During the firmware update process, hardware may appear to be removed and inserted, or offlined and onlined. While alerts attributed to these actions are suppressed, if you are viewing the Maintenance > Hardware screen or the Configuration > Storage screen, you may see the effects of these updates in the UI in the form of missing or offline devices. This is not a cause for concern; however, if a device remains offline or missing for an extended period of time (several minutes or more) even after refreshing the hardware view, this may be an indication of a problem with the device.

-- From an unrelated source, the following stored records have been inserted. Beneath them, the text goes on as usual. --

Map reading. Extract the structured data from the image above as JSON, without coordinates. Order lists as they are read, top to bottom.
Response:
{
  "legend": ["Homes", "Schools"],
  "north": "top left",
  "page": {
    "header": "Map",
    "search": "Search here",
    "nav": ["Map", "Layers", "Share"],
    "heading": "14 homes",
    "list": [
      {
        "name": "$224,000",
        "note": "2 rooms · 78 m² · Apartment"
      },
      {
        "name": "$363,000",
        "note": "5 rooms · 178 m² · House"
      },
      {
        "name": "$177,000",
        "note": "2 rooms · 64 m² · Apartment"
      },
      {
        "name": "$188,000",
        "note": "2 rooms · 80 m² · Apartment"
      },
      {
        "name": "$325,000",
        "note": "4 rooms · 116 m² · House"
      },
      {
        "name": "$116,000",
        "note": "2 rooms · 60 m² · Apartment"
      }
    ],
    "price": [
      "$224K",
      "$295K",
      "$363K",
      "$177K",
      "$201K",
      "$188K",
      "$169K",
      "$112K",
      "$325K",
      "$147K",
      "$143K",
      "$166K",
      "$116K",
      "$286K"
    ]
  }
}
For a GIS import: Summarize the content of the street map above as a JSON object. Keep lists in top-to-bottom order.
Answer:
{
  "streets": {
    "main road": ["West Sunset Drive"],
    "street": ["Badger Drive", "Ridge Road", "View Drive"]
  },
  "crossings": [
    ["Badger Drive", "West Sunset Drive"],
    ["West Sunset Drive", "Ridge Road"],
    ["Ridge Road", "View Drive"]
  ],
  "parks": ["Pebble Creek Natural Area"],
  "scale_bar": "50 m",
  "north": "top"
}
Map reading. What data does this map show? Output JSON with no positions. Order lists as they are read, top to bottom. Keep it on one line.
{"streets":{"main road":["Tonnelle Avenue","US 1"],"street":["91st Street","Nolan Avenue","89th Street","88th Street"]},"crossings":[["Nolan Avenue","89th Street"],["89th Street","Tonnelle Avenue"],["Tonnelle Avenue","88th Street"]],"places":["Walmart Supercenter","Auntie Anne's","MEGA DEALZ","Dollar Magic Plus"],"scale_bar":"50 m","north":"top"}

Check the Maintenance > Problems view for any relevant faults that may have been identified. Additionally, in some cases, the controllers in the disk shelves may remain offline during firmware update. If this occurs, no other controllers are upgraded until this condition is fixed. If an enclosure is listed as only having a single path for an extended period of time, check the physical enclosure to determine whether the green link lights on the back of the SIM or IOM are active. If not, remove and re-insert the SIM or IOM to re-establish the connection. Verify that all enclosures are reachable by two paths.